In this digital advertising space, where advertisements sometimes only last maybe a week, a month, or so, the ability to consistently iterate on and refine the strategy of that campaign will result in tangible differences in top-line revenue or top-line sales. This represents one of the most significant competitive advantages a company can have in this space. And they really wouldn't be able to do this unless they have this centralized modeling layer and equal access to the data for all of their employees.

So, the next question is, what can you do to set up an infrastructure like this? Now that we understand the benefits, I'll explain how setting this kind of infrastructure up is actually easier than ever nowadays. And, I'll illustrate this using the example with RJ, Pipeline, and Looker. So, say you're a company that collects data from a number of various sources, here we have highlighted some third party applications. Rather than needing to perform complex transformations like you would with legacy architecture, you can dump all of your data directly into a centralized location, using a middleware tool like RJ Pipeline. This completely centralizes all of your data and prepares it for analytics, with just a few clicks.
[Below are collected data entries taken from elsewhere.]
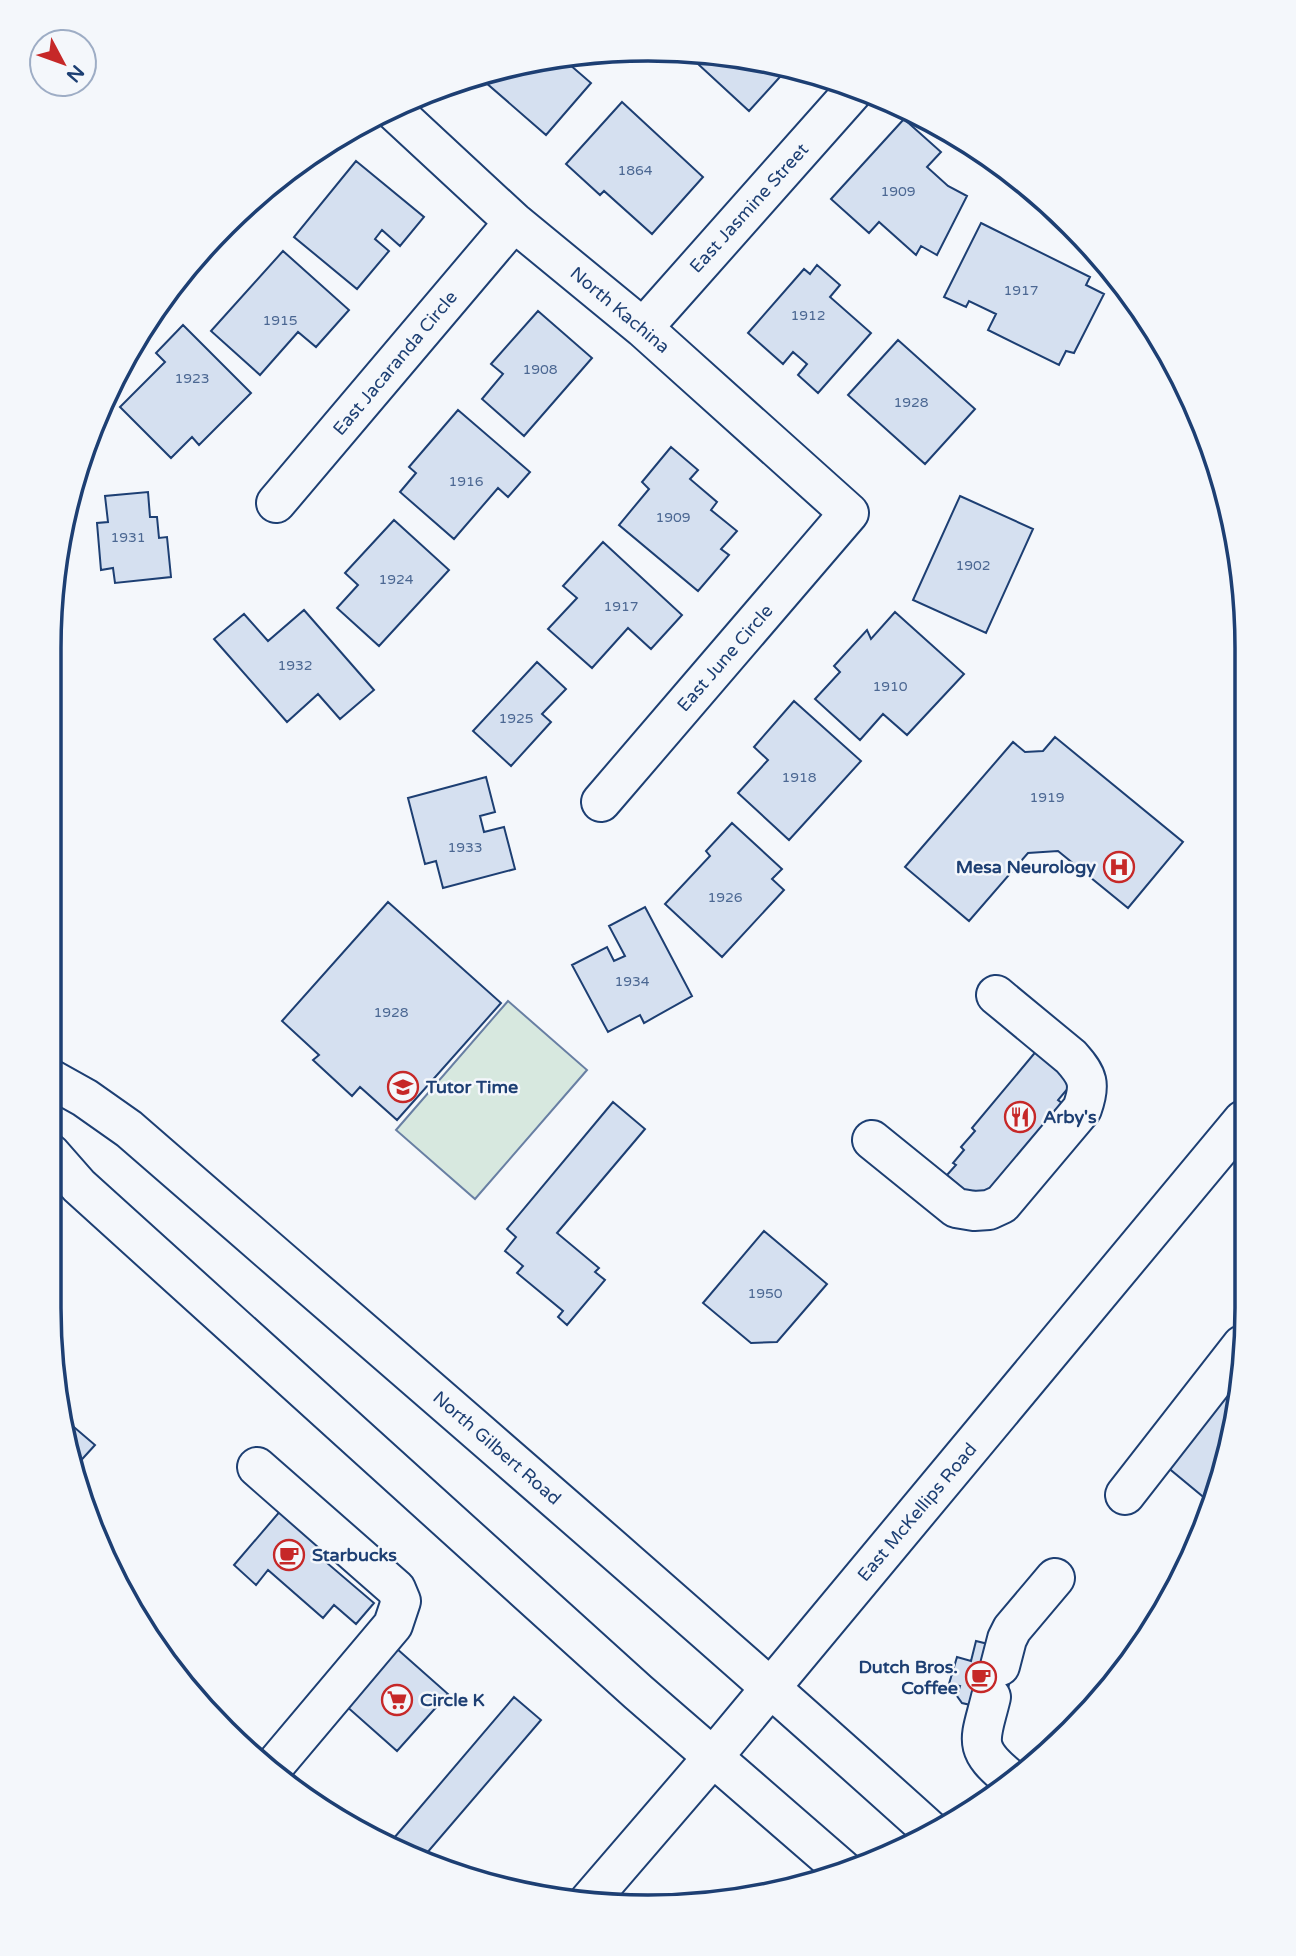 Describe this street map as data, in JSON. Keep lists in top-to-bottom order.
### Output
{
  "streets": {
    "main road": [
      "East Jasmine Street",
      "North Kachina",
      "East Jacaranda Circle",
      "East June Circle",
      "North Gilbert Road",
      "East McKellips Road"
    ]
  },
  "crossings": [
    ["East Jasmine Street", "North Kachina"],
    ["North Kachina", "East Jacaranda Circle"],
    ["North Kachina", "East June Circle"],
    ["North Gilbert Road", "East McKellips Road"]
  ],
  "places": {
    "hospital": ["Mesa Neurology"],
    "school or university": ["Tutor Time"],
    "restaurant": ["Arby's"],
    "cafe": ["Starbucks", "Dutch Bros. Coffee"],
    "supermarket": ["Circle K"]
  },
  "house_numbers": [
    "1864",
    "1909",
    "1917",
    "1912",
    "1915",
    "1908",
    "1923",
    "1928",
    "1916",
    "1909",
    "1931",
    "1902",
    "1924",
    "1917",
    "1932",
    "1910",
    "1925",
    "1918",
    "1919",
    "1933",
    "1926",
    "1934",
    "1928",
    "1950"
  ],
  "north": "bottom right"
} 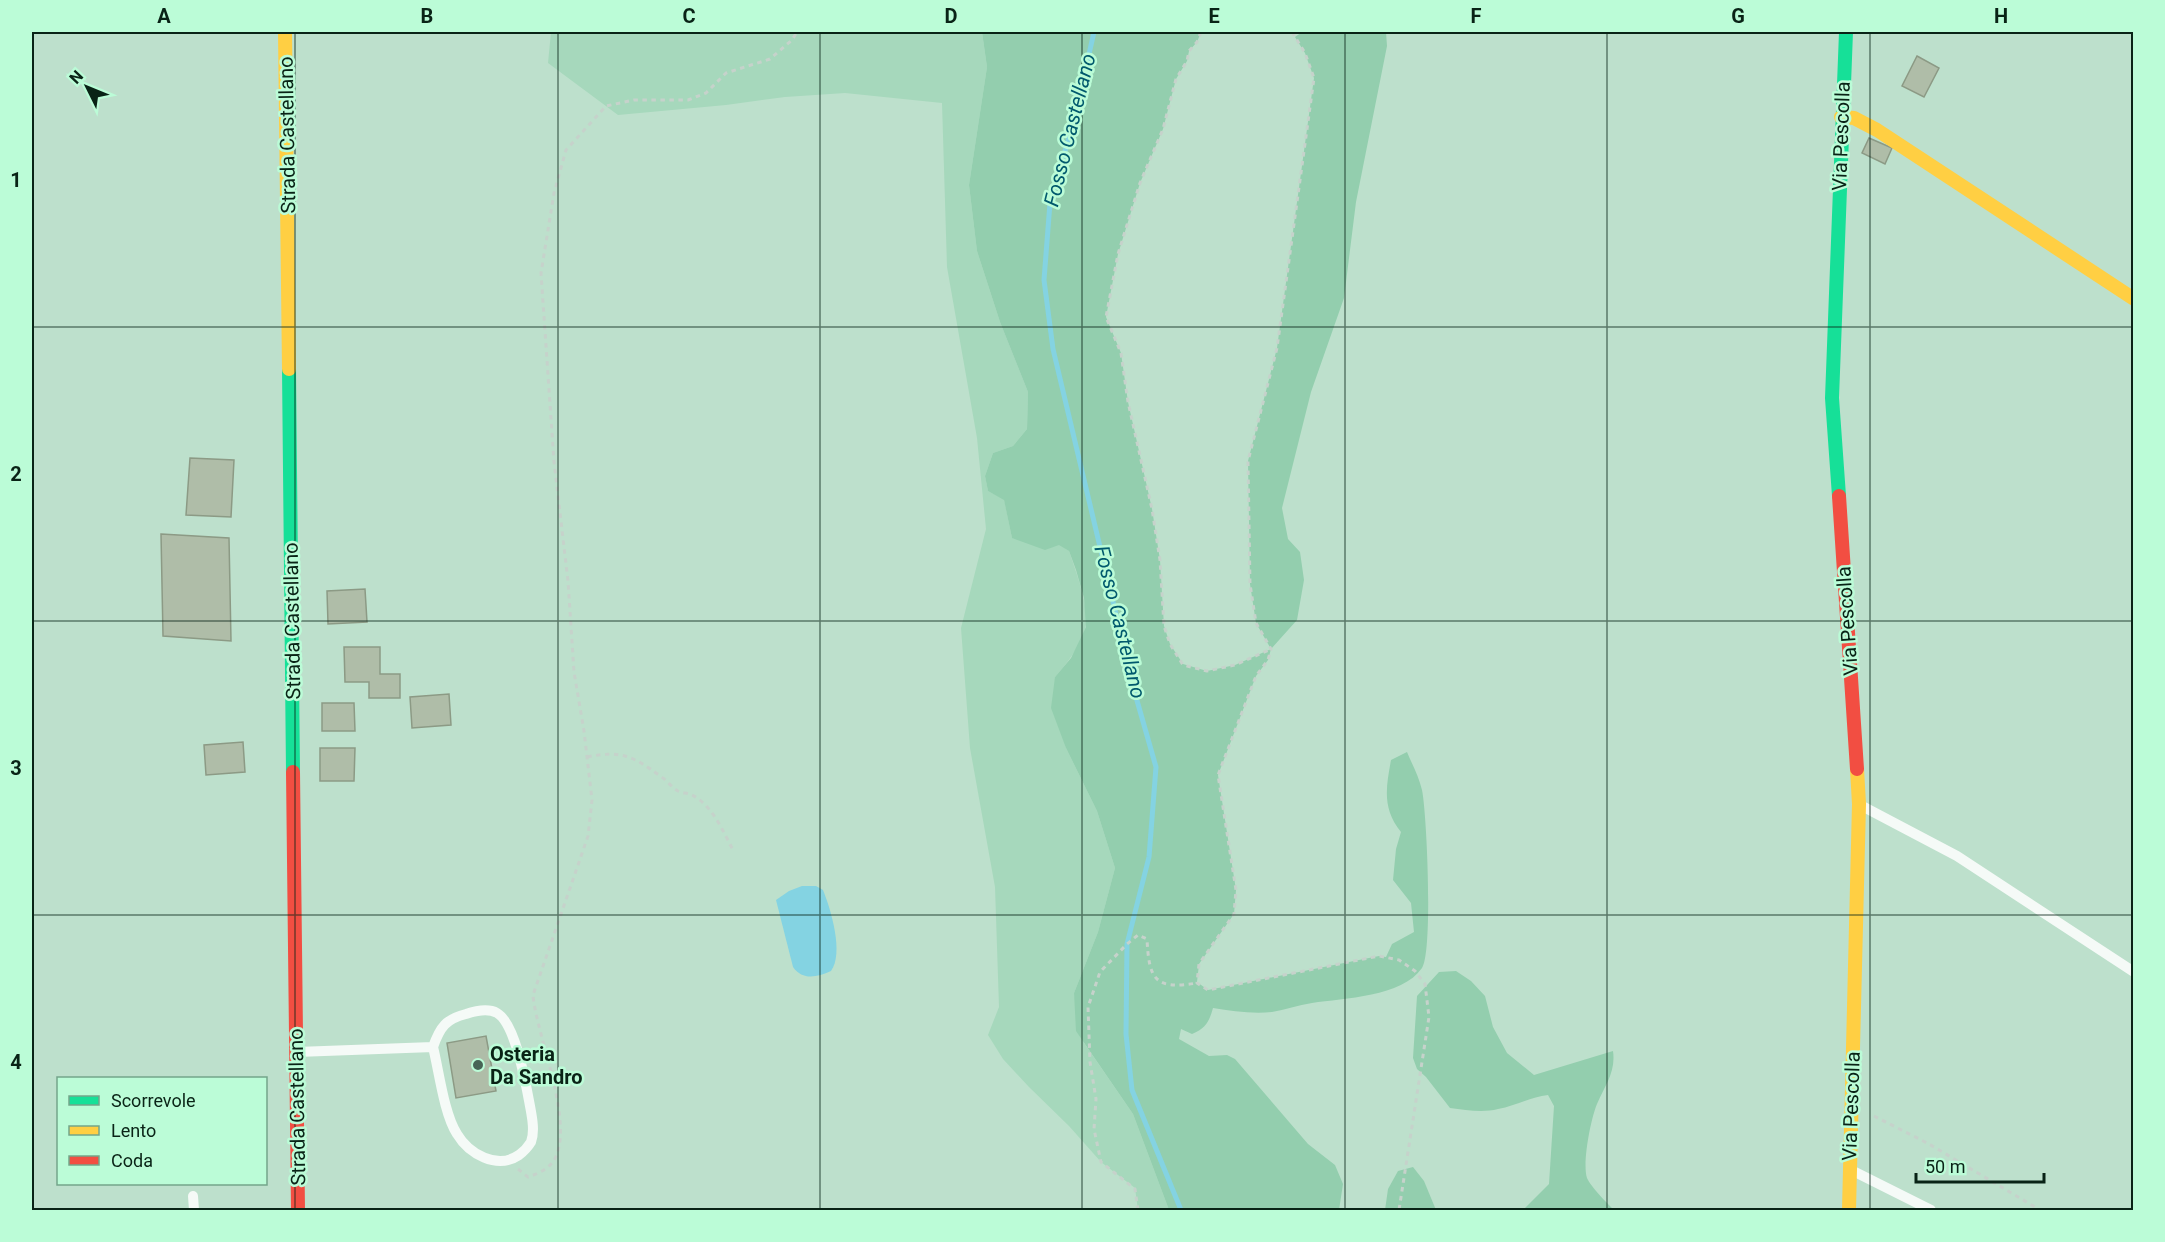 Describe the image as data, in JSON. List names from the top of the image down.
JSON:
{
  "streets": {
    "street": ["Strada Castellano", "Via Pescolla"]
  },
  "water": ["Fosso Castellano"],
  "places": ["Osteria Da Sandro"],
  "legend": ["Scorrevole", "Lento", "Coda"],
  "scale_bar": "50 m",
  "north": "top left",
  "grid": {
    "columns": [
      "A",
      "B",
      "C",
      "D",
      "E",
      "F",
      "G",
      "H"
    ],
    "rows": [
      "1",
      "2",
      "3",
      "4"
    ]
  }
} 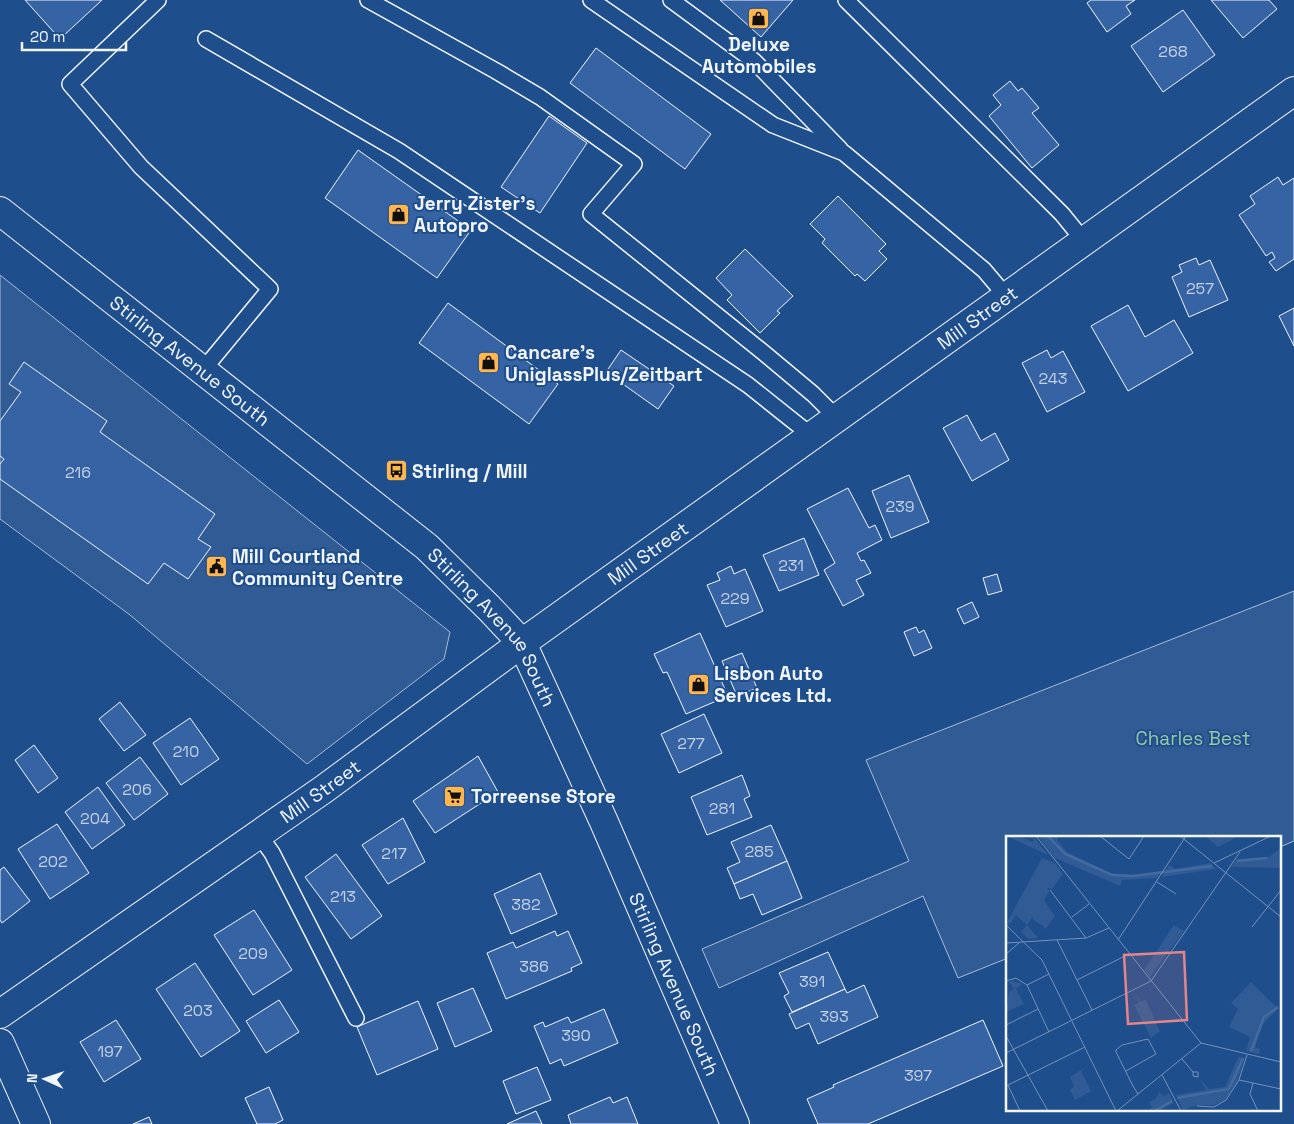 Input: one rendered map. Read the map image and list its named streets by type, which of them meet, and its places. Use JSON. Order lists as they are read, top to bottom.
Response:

You don't need that engineering team or that heavy ETL load. Once the data is centralized, you can quickly add a tool with modeling layers to help distribute the data to all of your end users. And again, the modeling layer is really key here. Working with a tool like Looker, for example, we actually have an offering called Looker Blocks, which is essentially pre-templated code for your modeling layer, for all sorts of third party applications and common types of analysis across a number of various verticals. These blocks can be copied directly into your data model. So, now even the actual development of the data model to distribute data to all of your end users, the majority of that is actually taken care of for you already. And so the result of this is going from, a company going from having silo data in these several disparate applications, or databases, or whatever the case might be, with unequal access for all their users to having data centralized in a modern database, like Redshift, with a full analytics suite on top of it, that can be accessed by any user.

So, what would have taken quite literally, probably months of intensive engineering efforts, as Shaun, you were making mentions to, sometimes you've seen engineers do this for years. This entire infrastructure can be set up in maybe one, two, or three weeks, which is pretty astounding, that time to value from your data is something we've never really seen before in the data space. And it's only made possible by these new tools like RJ and like Looker.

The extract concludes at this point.